● WHAT THE TASK REQUIRES: In the entries below, every line that contains "direction" must be located and copied.

AVAILABLE RECORDS Start Marker

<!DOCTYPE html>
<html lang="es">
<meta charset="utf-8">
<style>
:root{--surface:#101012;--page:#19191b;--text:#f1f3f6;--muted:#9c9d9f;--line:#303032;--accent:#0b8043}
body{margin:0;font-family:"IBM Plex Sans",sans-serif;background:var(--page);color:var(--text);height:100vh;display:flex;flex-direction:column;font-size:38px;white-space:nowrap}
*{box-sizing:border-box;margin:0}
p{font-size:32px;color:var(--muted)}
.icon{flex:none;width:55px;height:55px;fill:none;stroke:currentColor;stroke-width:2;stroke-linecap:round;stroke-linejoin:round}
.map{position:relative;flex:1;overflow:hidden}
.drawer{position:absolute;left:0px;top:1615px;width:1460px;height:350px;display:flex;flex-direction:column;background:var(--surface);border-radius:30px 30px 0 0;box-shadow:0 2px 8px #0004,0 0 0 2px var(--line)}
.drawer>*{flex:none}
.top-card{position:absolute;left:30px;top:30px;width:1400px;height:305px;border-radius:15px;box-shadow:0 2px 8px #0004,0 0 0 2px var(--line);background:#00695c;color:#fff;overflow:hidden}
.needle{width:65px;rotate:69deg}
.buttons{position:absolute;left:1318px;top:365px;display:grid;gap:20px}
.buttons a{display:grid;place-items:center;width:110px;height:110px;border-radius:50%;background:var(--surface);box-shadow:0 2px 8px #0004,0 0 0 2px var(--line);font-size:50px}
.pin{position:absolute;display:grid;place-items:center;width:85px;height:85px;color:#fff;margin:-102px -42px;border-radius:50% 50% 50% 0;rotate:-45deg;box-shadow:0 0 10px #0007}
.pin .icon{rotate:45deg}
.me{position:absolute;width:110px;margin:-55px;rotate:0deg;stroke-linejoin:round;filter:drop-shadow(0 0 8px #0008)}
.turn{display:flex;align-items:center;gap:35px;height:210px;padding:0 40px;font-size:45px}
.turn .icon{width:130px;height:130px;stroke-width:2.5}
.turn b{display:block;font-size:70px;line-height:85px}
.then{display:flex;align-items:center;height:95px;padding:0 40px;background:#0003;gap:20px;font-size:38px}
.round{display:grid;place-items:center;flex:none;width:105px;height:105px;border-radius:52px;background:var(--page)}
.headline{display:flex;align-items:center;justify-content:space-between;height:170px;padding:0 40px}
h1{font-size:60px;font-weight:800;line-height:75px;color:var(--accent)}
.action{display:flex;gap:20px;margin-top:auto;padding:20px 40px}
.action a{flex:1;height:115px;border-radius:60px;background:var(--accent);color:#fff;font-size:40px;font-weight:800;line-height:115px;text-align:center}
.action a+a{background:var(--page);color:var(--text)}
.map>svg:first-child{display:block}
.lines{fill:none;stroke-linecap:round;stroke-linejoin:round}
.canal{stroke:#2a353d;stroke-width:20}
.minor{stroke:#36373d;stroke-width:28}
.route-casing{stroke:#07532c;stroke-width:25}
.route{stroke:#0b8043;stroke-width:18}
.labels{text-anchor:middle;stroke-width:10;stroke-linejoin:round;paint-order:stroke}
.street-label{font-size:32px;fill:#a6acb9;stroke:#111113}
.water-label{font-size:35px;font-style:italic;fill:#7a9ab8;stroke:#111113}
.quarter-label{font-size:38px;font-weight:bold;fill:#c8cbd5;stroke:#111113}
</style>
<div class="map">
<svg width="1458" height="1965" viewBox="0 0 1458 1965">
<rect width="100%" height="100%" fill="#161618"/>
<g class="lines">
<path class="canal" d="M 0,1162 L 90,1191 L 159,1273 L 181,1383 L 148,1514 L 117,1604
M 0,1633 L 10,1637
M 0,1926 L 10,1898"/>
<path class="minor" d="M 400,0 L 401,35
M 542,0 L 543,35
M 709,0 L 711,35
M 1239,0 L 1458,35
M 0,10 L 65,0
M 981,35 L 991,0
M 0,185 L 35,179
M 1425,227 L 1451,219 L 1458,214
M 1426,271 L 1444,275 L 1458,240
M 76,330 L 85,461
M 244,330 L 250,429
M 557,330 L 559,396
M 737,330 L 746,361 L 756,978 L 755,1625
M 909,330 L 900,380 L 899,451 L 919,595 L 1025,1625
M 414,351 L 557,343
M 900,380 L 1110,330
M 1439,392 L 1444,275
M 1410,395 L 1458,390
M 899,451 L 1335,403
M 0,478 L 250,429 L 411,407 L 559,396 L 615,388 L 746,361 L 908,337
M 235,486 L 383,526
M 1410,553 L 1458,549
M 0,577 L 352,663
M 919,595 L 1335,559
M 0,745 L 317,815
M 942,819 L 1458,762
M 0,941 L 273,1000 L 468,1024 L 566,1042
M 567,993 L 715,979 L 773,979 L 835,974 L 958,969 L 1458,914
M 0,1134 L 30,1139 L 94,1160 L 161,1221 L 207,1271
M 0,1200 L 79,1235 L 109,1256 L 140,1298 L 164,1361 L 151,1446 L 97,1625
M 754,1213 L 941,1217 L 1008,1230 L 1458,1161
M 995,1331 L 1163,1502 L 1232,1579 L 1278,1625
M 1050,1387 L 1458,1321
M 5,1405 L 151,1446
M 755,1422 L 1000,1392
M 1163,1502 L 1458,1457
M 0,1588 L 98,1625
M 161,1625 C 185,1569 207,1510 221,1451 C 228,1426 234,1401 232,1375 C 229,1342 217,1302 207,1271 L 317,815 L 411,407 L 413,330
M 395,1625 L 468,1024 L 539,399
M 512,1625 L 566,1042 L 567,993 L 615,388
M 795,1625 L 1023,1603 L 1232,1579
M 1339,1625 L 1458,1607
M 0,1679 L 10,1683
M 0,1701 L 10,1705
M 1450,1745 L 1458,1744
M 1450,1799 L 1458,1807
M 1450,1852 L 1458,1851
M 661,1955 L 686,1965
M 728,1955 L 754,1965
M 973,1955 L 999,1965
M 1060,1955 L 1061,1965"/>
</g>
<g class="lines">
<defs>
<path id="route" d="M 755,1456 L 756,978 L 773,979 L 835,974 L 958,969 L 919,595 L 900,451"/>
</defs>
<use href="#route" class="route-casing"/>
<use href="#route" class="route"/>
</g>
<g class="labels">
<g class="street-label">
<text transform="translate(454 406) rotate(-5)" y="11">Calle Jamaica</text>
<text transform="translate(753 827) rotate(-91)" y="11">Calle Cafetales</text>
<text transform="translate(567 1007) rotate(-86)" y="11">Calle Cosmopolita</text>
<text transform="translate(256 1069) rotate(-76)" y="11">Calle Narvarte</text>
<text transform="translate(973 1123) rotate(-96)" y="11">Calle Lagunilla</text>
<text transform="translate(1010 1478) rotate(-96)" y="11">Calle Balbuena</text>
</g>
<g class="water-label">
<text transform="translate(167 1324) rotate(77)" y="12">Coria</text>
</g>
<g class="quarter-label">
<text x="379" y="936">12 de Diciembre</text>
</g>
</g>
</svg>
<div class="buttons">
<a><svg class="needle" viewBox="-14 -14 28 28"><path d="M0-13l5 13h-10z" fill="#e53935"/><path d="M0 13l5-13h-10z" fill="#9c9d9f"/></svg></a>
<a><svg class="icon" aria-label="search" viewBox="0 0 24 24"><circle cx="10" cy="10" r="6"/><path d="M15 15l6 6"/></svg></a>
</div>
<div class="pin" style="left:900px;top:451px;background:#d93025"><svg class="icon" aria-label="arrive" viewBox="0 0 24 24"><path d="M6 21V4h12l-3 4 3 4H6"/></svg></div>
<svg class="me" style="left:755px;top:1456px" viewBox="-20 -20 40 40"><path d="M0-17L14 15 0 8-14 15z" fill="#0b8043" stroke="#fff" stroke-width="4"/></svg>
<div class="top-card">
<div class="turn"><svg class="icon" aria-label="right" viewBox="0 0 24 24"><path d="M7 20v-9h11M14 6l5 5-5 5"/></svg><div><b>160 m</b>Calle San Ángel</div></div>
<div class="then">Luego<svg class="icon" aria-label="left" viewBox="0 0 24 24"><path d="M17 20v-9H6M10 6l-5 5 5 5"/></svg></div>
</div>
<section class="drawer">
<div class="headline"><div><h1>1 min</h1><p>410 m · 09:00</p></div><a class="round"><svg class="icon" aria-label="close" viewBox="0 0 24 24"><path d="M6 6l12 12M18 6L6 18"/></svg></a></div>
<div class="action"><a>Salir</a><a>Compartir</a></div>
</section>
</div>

AVAILABLE RECORDS End Marker

● EXERCISE OUTPUT:
body{margin:0;font-family:"IBM Plex Sans",sans-serif;background:var(--page);color:var(--text);height:100vh;display:flex;flex-direction:column;font-size:38px;white-space:nowrap}
.drawer{position:absolute;left:0px;top:1615px;width:1460px;height:350px;display:flex;flex-direction:column;background:var(--surface);border-radius:30px 30px 0 0;box-shadow:0 2px 8px #0004,0 0 0 2px var(--line)}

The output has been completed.